И мы были... Я была очень рада посмотрѣть все это, но, все-таки, я не спокойна была за мосье Кардиналя. Правда, онъ обѣщалъ мнѣ быть смирнымъ, сдерживаться; но я знала его пылкій характеръ, знала его мнѣнія о папѣ... Вотъ пришли мы; насъ ввели въ прекрасную залу и объяснили, что, при появленіи его святѣйшества, всѣ должны стать на колѣни... А? мосье Кардиналя на колѣни!
-- Что-то будетъ?-- думаю я про себя.-- Мосье Кардиналь никогда въ жизни не согласится стать на колѣни передъ человѣкомъ.
Отворяется дверь... появляется его святѣйшество... мосье Кардиналь опускается на колѣни. Просто, скажу вамъ, ничего я не понимаю... Папа подходитъ къ намъ. Въ эту минуту... ну, что прикажете съ этимъ дѣлать?... Въ дѣтствѣ, въ молодости я была религіозна... безъ мосье Кардиналя была бы, пожалуй, и теперь... къ тому же слабость, женская слабость... Я такъ была взволнована, до слезъ... Но тутъ, только что папа поровнялся съ нами, мосье Кардиналь поднимается во весь ростъ, да прямо такъ и смотритъ въ лицо папѣ... гордо, какъ равный равному!...

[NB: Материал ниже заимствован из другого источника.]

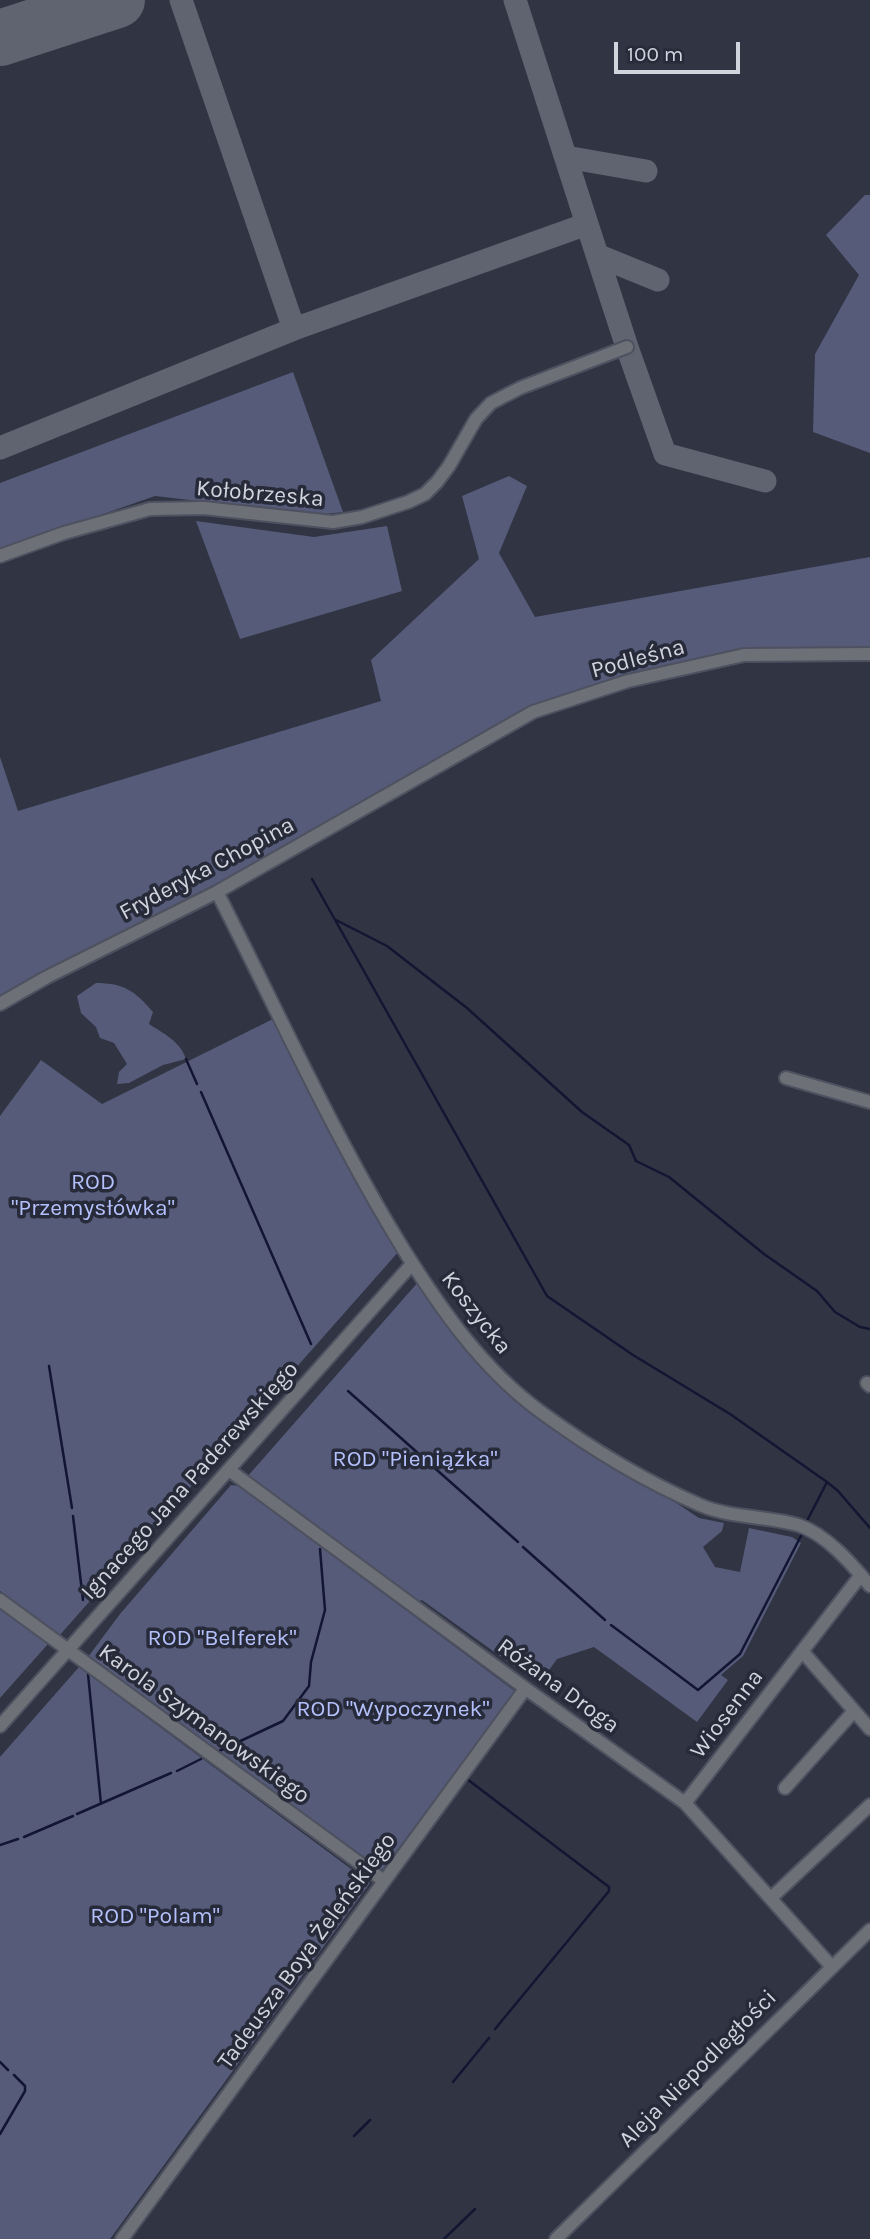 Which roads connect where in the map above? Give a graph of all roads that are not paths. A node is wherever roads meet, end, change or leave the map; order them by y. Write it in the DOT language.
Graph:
graph roads {
  1 [pos="627,347"];
  2 [pos="0,556"];
  3 [pos="870,654"];
  4 [pos="432,767"];
  5 [pos="217,892"];
  6 [pos="0,1004"];
  7 [pos="786,1078"];
  8 [pos="870,1102"];
  9 [pos="412,1264"];
  10 [pos="229,1470"];
  11 [pos="861,1575"];
  12 [pos="870,1586"];
  13 [pos="0,1600"];
  14 [pos="67,1650"];
  15 [pos="802,1651"];
  16 [pos="526,1689"];
  17 [pos="854,1712"];
  18 [pos="0,1726"];
  19 [pos="870,1730"];
  20 [pos="785,1788"];
  21 [pos="685,1803"];
  22 [pos="870,1805"];
  23 [pos="384,1881"];
  24 [pos="771,1898"];
  25 [pos="870,1930"];
  26 [pos="832,1967"];
  27 [pos="122,2239"];
  28 [pos="556,2239"];
  1 -- 2 [label="street, Kołobrzeska"];
  3 -- 4 [label="street, Podleśna"];
  4 -- 5 [label="street, Fryderyka Chopina"];
  5 -- 6 [label="street, Fryderyka Chopina"];
  5 -- 9 [label="street, Koszycka"];
  7 -- 8 [label="street"];
  9 -- 10 [label="street, Ignacego Jana Paderewskiego"];
  9 -- 11 [label="street, Koszycka"];
  10 -- 14 [label="street, Ignacego Jana Paderewskiego"];
  10 -- 16 [label="street, Różana Droga"];
  11 -- 12 [label="street, Koszycka"];
  11 -- 15 [label="street, Wiosenna"];
  13 -- 14 [label="street, Karola Szymanowskiego"];
  14 -- 18 [label="street, Ignacego Jana Paderewskiego"];
  14 -- 23 [label="street, Karola Szymanowskiego"];
  15 -- 17 [label="street"];
  15 -- 21 [label="street, Wiosenna"];
  16 -- 21 [label="street, Różana Droga"];
  16 -- 23 [label="street, Tadeusza Boya Żeleńskiego"];
  17 -- 19 [label="street"];
  17 -- 20 [label="street"];
  21 -- 24 [label="street, Różana Droga"];
  22 -- 24 [label="street"];
  23 -- 27 [label="street, Tadeusza Boya Żeleńskiego"];
  24 -- 26 [label="street, Różana Droga"];
  25 -- 26 [label="street, Aleja Niepodległości"];
  26 -- 28 [label="street, Aleja Niepodległości"];
} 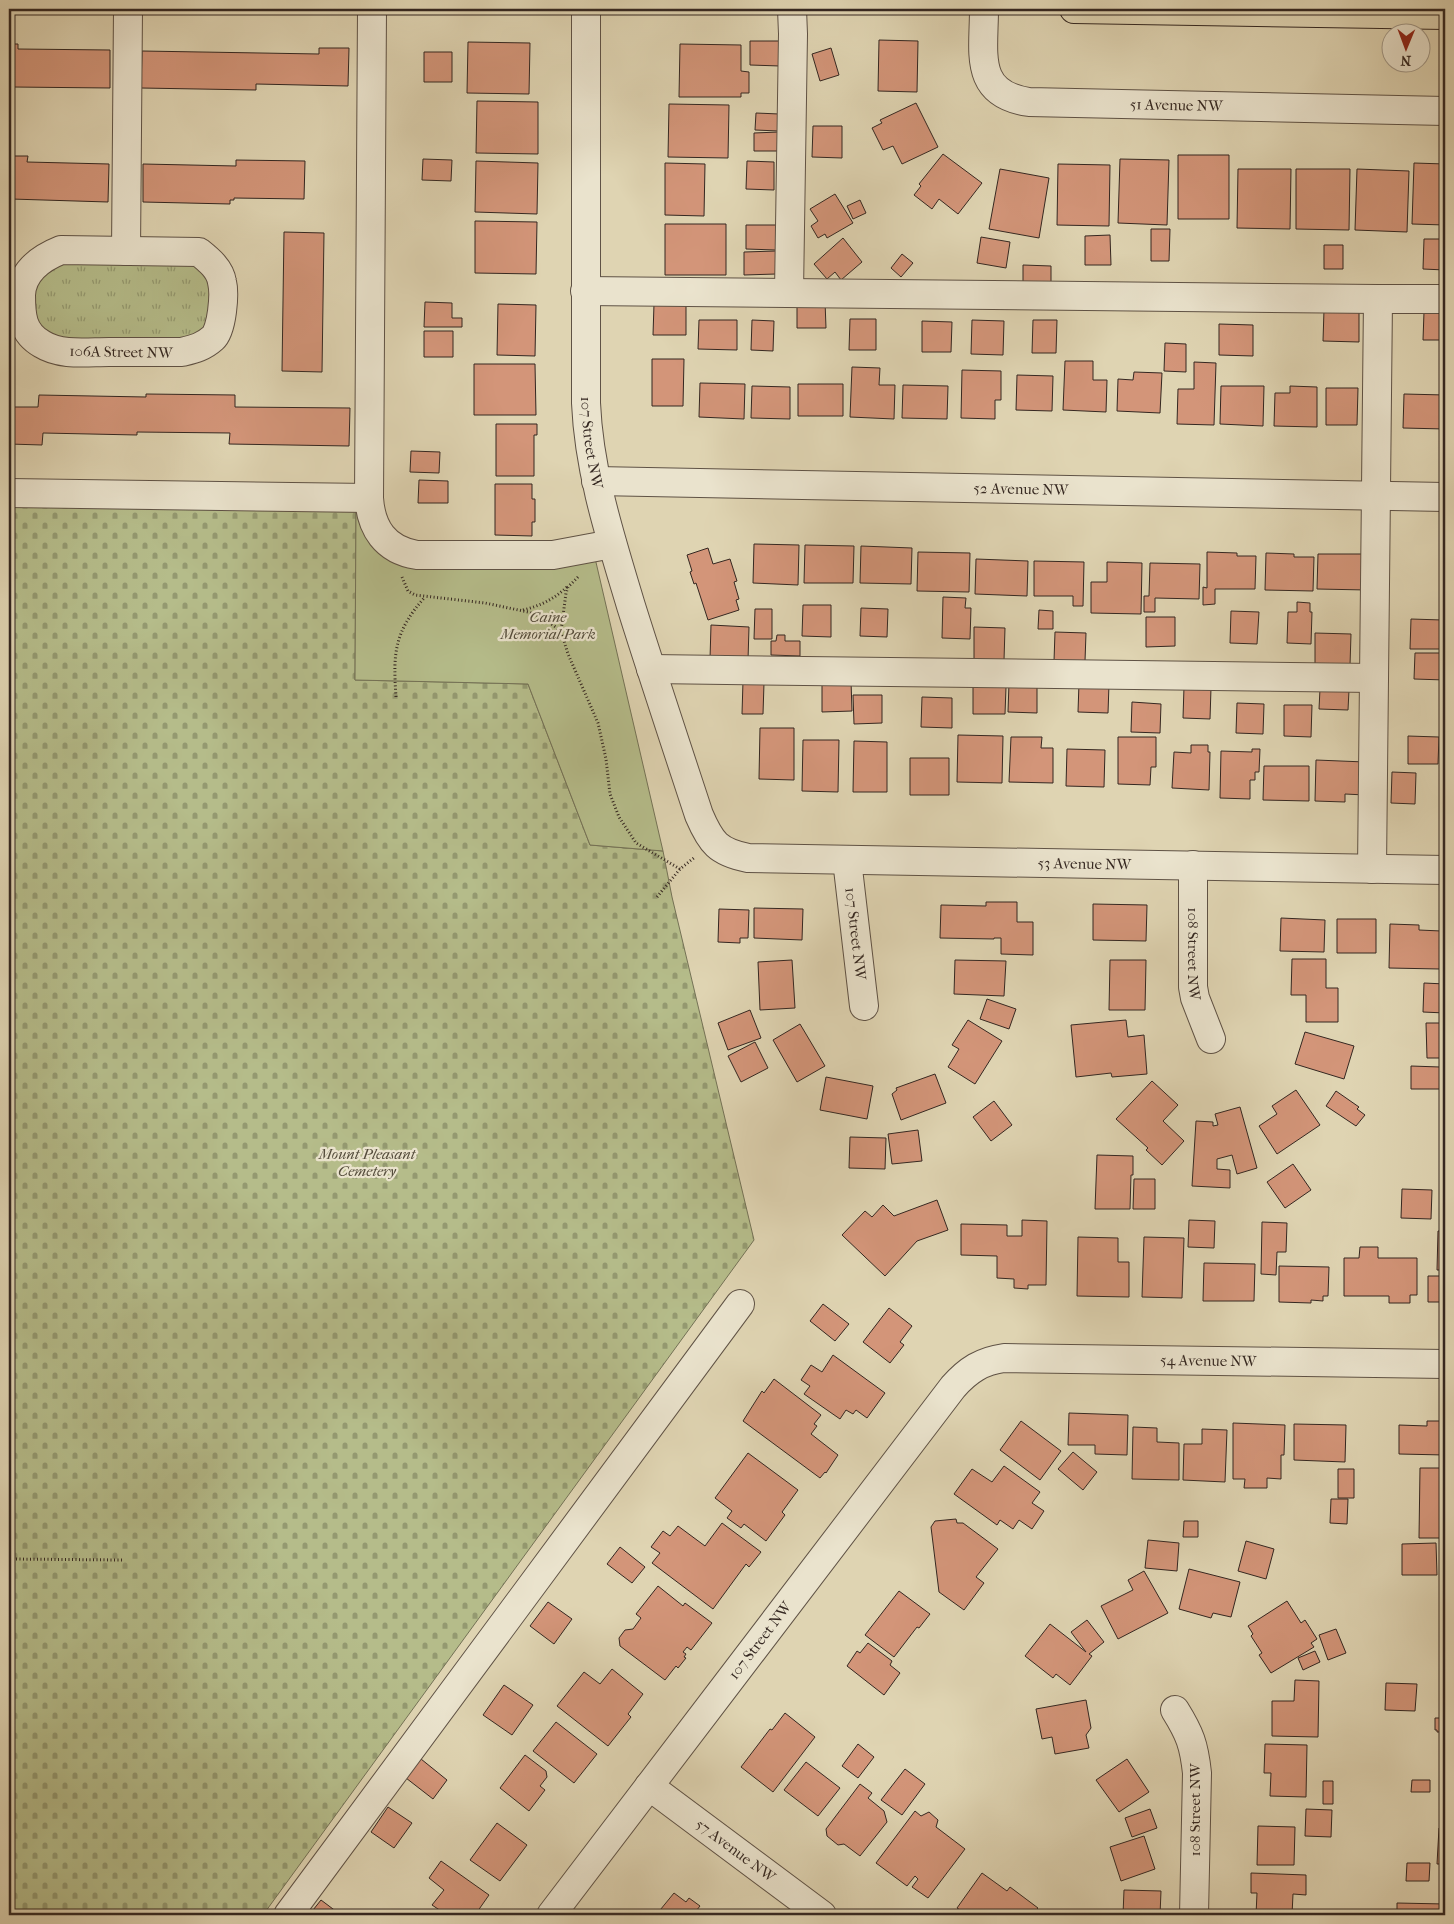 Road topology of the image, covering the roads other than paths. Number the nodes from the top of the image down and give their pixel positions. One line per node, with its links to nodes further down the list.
1 (128, 9): 10 (street)
2 (372, 9): 19 (street)
3 (586, 9): 11 (street, 107 Street NW)
4 (792, 9): 12 (street)
5 (984, 9): 9 (street, 51 Avenue NW)
6 (1074, 9): 7 (main road)
7 (1338, 11): 8 (main road)
8 (1445, 15)
9 (1445, 111)
10 (126, 251): 10 (street, 106A Street NW)
11 (585, 290): 12 (street); 15 (street, 107 Street NW)
12 (788, 292): 13 (street)
13 (1378, 298): 14 (street); 17 (street)
14 (1445, 299)
15 (596, 481): 17 (street, 52 Avenue NW); 20 (street, 107 Street NW)
16 (9, 493): 19 (street)
17 (1376, 495): 18 (street, 52 Avenue NW); 22 (street)
18 (1445, 497)
19 (369, 498): 20 (street)
20 (612, 544): 21 (street, 107 Street NW)
21 (651, 669): 22 (street); 23 (street, 107 Street NW)
22 (1374, 678): 26 (street)
23 (724, 852): 24 (street, 53 Avenue NW)
24 (847, 860): 25 (street, 53 Avenue NW); 28 (street, 107 Street NW)
25 (1193, 866): 26 (street, 53 Avenue NW); 29 (street, 108 Street NW)
26 (1372, 869): 27 (street, 53 Avenue NW)
27 (1445, 870)
28 (864, 1006)
29 (1212, 1039)
30 (740, 1304): 35 (street)
31 (1445, 1364): 32 (street, 54 Avenue NW)
32 (972, 1368): 34 (street, 107 Street NW)
33 (1175, 1710): 38 (street, 108 Street NW)
34 (649, 1786): 36 (street, 107 Street NW); 37 (street, 57 Avenue NW)
35 (288, 1915)
36 (550, 1915)
37 (822, 1915)
38 (1194, 1915)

Въ эту минуту отворилась дверь изъ кабинета. Вышелъ избиратель. Мятая шляпа на головѣ, самъ онъ набиваетъ трубку. Вокругъ всей его особы распространяется запахъ водки и дряннаго табаку. Мосье Кардиналь проводилъ его отмѣнно почтительно, съ низкими поклонами, повторяя:
-- Къ вашимъ услугамъ, мой добрый другъ, всегда къ вашимъ услугамъ.